1 files changed, 133 insertions, 0 deletions
diff --git a/arch/x86/kernel/cpu/mcheck/mce.c b/arch/x86/kernel/cpu/mcheck/mce.c
index 13e1b7ffe73a..d4e7b5947a0e 100644
--- a/arch/x86/kernel/cpu/mcheck/mce.c
+++ b/arch/x86/kernel/cpu/mcheck/mce.c
@@ -33,6 +33,7 @@
 #include <linux/cpu.h>
 #include <linux/smp.h>
 #include <linux/fs.h>
+#include <linux/mm.h>
 #include <asm/processor.h>
 #include <asm/hw_irq.h>
@@ -105,6 +106,8 @@ static inline int skip_bank_init(int i)
        return i < BITS_PER_LONG && test_bit(i, &dont_init_banks);
 }
+static DEFINE_PER_CPU(struct work_struct, mce_work);
 /* Do initial initialization of a struct mce */
 void mce_setup(struct mce *m)
 {
@@ -312,6 +315,61 @@ static void mce_wrmsrl(u32 msr, u64 v)
        wrmsrl(msr, v);
 }
+/*
+ * Simple lockless ring to communicate PFNs from the exception handler with the
+ * process context work function. This is vastly simplified because there's
+ * only a single reader and a single writer.
+ */
+#define MCE_RING_SIZE 16        /* we use one entry less */
+struct mce_ring {
+        unsigned short start;
+        unsigned short end;
+        unsigned long ring[MCE_RING_SIZE];
+};
+static DEFINE_PER_CPU(struct mce_ring, mce_ring);
+/* Runs with CPU affinity in workqueue */
+static int mce_ring_empty(void)
+{
+        struct mce_ring *r = &__get_cpu_var(mce_ring);
+        return r->start == r->end;
+}
+static int mce_ring_get(unsigned long *pfn)
+{
+        struct mce_ring *r;
+        int ret = 0;
+        *pfn = 0;
+        get_cpu();
+        r = &__get_cpu_var(mce_ring);
+        if (r->start == r->end)
+                goto out;
+        *pfn = r->ring[r->start];
+        r->start = (r->start + 1) % MCE_RING_SIZE;
+        ret = 1;
+out:
+        put_cpu();
+        return ret;
+}
+/* Always runs in MCE context with preempt off */
+static int mce_ring_add(unsigned long pfn)
+{
+        struct mce_ring *r = &__get_cpu_var(mce_ring);
+        unsigned next;
+        next = (r->end + 1) % MCE_RING_SIZE;
+        if (next == r->start)
+                return -1;
+        r->ring[r->end] = pfn;
+        wmb();
+        r->end = next;
+        return 0;
+}
 int mce_available(struct cpuinfo_x86 *c)
 {
        if (mce_disabled)
@@ -319,6 +377,15 @@ int mce_available(struct cpuinfo_x86 *c)

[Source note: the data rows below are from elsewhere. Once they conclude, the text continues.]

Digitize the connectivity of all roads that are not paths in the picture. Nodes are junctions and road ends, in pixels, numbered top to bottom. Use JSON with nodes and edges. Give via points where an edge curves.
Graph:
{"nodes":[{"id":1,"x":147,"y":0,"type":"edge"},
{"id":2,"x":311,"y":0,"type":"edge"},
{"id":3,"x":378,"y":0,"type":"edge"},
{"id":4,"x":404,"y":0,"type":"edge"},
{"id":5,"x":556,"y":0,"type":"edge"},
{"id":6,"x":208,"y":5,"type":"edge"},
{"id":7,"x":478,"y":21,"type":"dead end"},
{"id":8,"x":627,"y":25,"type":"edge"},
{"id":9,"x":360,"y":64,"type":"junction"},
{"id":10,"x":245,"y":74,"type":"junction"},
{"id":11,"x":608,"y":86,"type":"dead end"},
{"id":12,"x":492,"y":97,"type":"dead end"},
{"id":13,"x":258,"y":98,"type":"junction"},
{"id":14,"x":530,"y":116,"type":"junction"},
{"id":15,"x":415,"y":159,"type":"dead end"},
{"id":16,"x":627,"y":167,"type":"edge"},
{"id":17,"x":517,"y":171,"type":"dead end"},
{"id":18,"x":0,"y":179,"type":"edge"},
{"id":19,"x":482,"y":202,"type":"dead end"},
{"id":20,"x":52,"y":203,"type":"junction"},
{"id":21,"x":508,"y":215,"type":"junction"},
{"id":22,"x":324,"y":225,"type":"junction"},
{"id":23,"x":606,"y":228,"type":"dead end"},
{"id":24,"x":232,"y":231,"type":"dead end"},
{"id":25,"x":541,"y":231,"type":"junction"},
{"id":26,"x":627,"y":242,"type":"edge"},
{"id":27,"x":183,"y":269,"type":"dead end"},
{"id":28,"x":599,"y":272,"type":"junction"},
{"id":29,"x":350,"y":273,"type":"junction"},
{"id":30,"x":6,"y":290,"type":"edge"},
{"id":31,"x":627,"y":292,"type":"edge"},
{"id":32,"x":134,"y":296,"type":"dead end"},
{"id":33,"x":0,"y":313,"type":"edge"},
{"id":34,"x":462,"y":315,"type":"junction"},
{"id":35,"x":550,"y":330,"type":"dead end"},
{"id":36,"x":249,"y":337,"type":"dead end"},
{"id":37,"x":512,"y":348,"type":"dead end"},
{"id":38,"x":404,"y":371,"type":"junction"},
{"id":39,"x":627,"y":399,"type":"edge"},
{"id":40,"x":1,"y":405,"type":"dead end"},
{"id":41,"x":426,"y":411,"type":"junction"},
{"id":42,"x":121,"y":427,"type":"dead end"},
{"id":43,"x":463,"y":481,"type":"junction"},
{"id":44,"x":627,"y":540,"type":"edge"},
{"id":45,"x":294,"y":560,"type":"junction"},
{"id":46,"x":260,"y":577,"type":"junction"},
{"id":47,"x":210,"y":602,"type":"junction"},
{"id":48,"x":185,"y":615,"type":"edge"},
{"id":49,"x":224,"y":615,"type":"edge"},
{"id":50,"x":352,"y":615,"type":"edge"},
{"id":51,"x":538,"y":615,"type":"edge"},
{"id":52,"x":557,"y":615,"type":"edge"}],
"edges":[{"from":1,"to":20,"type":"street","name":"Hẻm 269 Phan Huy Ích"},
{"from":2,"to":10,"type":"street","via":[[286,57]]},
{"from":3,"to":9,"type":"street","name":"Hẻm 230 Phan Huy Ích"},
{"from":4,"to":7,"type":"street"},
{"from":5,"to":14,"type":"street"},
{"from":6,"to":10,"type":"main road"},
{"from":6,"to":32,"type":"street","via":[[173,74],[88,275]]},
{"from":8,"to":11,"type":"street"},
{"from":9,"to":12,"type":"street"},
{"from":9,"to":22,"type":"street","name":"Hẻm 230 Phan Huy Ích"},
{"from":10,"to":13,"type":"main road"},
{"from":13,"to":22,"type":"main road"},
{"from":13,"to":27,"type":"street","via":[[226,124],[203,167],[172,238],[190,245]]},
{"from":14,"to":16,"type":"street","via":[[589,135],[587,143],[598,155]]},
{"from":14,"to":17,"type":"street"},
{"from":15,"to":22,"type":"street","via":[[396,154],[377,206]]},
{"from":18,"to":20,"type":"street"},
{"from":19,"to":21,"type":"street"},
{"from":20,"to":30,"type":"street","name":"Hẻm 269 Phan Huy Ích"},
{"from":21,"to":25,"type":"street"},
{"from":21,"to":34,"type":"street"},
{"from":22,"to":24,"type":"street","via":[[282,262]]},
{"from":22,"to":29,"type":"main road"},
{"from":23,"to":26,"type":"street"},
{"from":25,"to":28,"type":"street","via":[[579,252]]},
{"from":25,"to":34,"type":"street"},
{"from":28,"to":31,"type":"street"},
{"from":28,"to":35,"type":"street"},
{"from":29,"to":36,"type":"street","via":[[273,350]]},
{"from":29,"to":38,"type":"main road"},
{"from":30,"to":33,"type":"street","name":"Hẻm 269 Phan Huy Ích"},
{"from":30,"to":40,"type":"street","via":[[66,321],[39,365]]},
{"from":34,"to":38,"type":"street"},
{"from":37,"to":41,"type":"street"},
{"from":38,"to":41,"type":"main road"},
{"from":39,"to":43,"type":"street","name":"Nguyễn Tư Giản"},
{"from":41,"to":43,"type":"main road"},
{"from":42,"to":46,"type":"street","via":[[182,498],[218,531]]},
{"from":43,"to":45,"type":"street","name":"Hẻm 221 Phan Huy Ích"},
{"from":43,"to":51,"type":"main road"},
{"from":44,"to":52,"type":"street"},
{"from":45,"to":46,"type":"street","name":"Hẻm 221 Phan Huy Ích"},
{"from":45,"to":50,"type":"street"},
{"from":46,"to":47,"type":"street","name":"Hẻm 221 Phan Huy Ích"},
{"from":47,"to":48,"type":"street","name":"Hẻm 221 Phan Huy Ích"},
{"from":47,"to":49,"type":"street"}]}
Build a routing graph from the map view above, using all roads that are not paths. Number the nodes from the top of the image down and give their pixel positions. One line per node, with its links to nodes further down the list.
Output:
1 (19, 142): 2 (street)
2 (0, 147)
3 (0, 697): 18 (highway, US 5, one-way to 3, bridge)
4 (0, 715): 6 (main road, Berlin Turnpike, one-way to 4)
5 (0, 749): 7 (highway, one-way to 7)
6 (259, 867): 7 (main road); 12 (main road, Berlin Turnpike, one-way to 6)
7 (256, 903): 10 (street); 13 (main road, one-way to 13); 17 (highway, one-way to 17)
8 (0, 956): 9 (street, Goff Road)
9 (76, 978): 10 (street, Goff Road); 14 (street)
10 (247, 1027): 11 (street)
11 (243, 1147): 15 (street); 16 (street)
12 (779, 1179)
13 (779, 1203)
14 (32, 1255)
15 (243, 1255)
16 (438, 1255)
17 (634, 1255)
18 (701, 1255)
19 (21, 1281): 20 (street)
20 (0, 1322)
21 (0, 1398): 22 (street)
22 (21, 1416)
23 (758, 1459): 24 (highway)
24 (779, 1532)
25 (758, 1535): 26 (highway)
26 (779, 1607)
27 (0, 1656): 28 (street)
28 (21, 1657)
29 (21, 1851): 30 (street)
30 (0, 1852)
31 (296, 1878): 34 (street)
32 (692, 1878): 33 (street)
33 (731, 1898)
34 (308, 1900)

        return cpu_has(c, X86_FEATURE_MCE) && cpu_has(c, X86_FEATURE_MCA);
 }
+static void mce_schedule_work(void)
+{
+        if (!mce_ring_empty()) {
+                struct work_struct *work = &__get_cpu_var(mce_work);
+                if (!work_pending(work))
+                        schedule_work(work);
+        }
+}
 /*
 * Get the address of the instruction at the time of the machine check
 * error.
@@ -349,6 +416,7 @@ asmlinkage void smp_mce_self_interrupt(struct pt_regs *regs)
        exit_idle();
        irq_enter();
        mce_notify_irq();
+        mce_schedule_work();
        irq_exit();
 }
 #endif
@@ -357,6 +425,13 @@ static void mce_report_event(struct pt_regs *regs)
 {
        if (regs->flags & (X86_VM_MASK|X86_EFLAGS_IF)) {
                mce_notify_irq();
+                /*
+                 * Triggering the work queue here is just an insurance
+                 * policy in case the syscall exit notify handler
+                 * doesn't run soon enough or ends up running on the
+                 * wrong CPU (can happen when audit sleeps)
+                 */
+                mce_schedule_work();
                return;
        }
@@ -731,6 +806,23 @@ reset:
        return ret;
 }
+/*
+ * Check if the address reported by the CPU is in a format we can parse.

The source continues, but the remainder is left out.